The success of the cottage can so far be measured in the jostling among the Hays for which branch of the family gets to stay in it this Christmas. And the adaptability of this compact building form is about to be put to the test on Jeff’s own property in Northland. “It can be a simple stripped-back back building or it can be layered up with quite a lot of detail,” Jeff says. Just how his own version of this prototype proceeds is yet to be revealed. In the meantime, Oruawharo Cottage looks like a very successful test run. –Jeremy Hansen

Q&A with architects Jeff Fearon and Tim Hay and interior architect Penny Hay

Is the idea of this type of building something you’ve been exploring lately?
Tim Hay It’s a typology that Jeff and I had started to play with, then this one became site-speciific. You can build things that aren’t large but have an openness that makes them feel that they aren’t limited. Instead of putting money into the square metreage, you can put it into the details and materials.

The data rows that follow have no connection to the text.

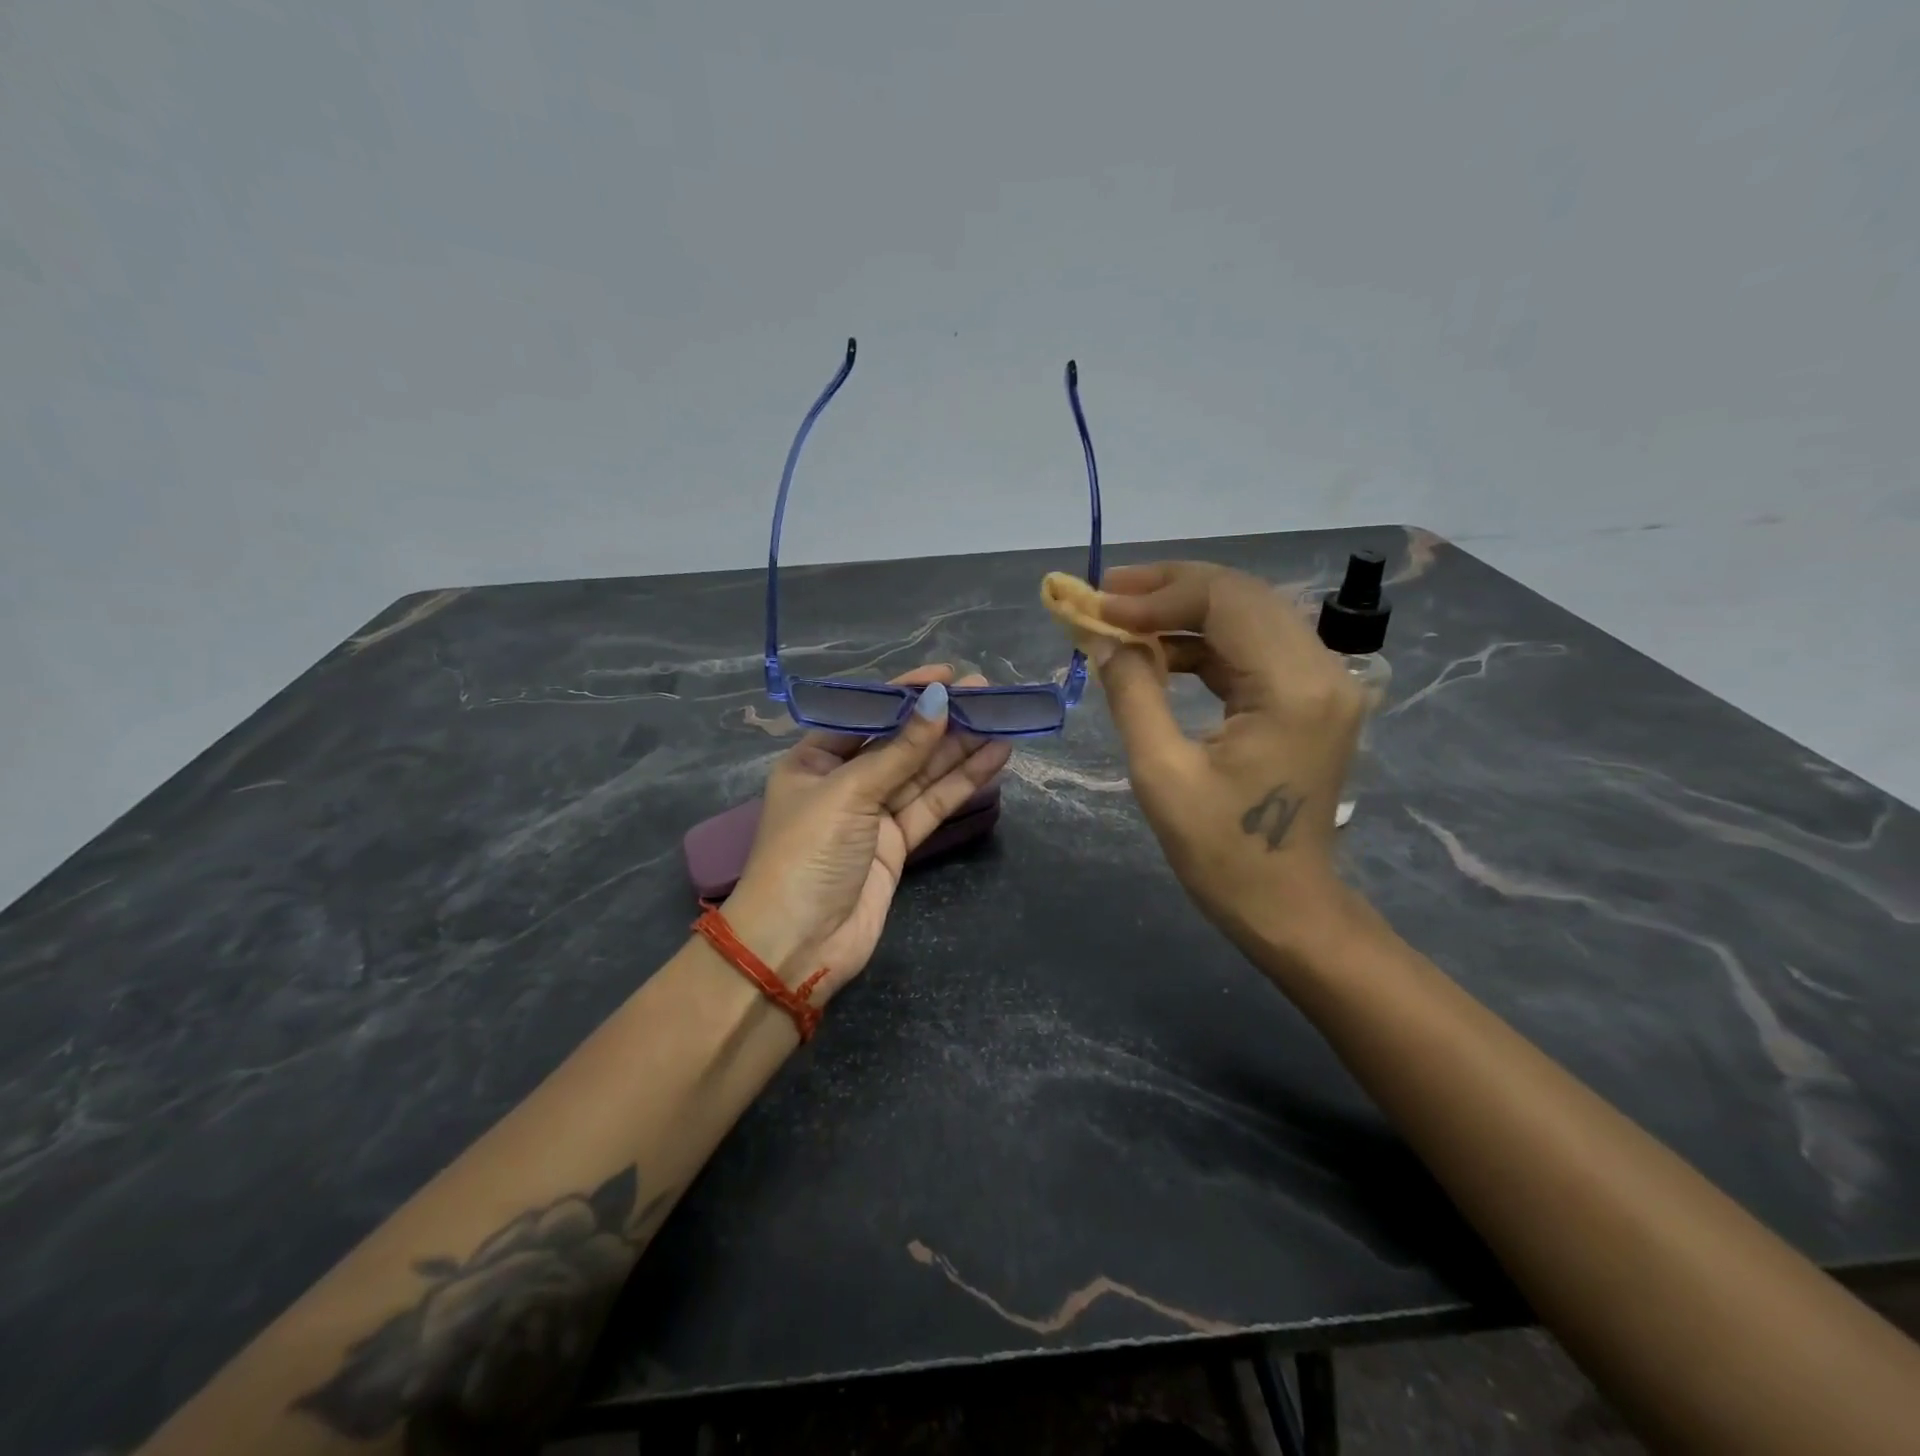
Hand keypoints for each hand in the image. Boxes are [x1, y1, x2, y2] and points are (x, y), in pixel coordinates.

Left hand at [725, 665, 1011, 1001]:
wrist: (797, 946)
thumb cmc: (806, 855)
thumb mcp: (848, 793)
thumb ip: (899, 751)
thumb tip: (940, 701)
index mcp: (814, 760)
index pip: (866, 714)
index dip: (905, 693)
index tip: (946, 675)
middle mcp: (844, 782)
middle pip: (900, 742)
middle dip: (941, 718)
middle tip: (987, 693)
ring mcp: (873, 815)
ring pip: (922, 773)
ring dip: (960, 747)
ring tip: (1001, 718)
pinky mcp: (897, 845)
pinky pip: (932, 804)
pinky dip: (962, 782)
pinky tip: (994, 757)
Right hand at [1089, 562, 1367, 958]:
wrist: (1287, 907)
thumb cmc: (1221, 852)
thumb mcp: (1161, 772)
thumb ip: (1132, 692)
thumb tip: (1102, 638)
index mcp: (1292, 687)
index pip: (1225, 602)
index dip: (1157, 595)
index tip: (1098, 604)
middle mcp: (1322, 670)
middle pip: (1242, 596)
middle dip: (1170, 589)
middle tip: (1107, 595)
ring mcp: (1324, 682)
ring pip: (1249, 615)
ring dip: (1186, 611)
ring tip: (1124, 616)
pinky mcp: (1312, 698)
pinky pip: (1255, 648)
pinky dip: (1205, 642)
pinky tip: (1161, 651)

Jeff Fearon We wanted to come up with a design that was flexible enough to put down in a number of spots. It’s a basic strategy that we’ve embraced: a building with an outlook and a sheltered courtyard behind. It’s a simple building that sits above the land, is symmetrical and has a fair amount of repetition. It has a simplicity and scale that is potentially quite widely applicable.

It has quite a different feel to the glassiness of the main house.
Penny Hay You’re in this wild, isolated, amazing environment, so we wanted the interior space to feel nurturing. It’s a really harmonious space to be in. It’s not confronting or trying too hard. It’s an offering for you to enjoy rather than figure out.

Oruawharo Cottage
Oruawharo Cottage is available to rent from $450 per night
holidayhouses.co.nz/properties/23894.asp

Words by: Jeremy Hansen. Photo by: Patrick Reynolds.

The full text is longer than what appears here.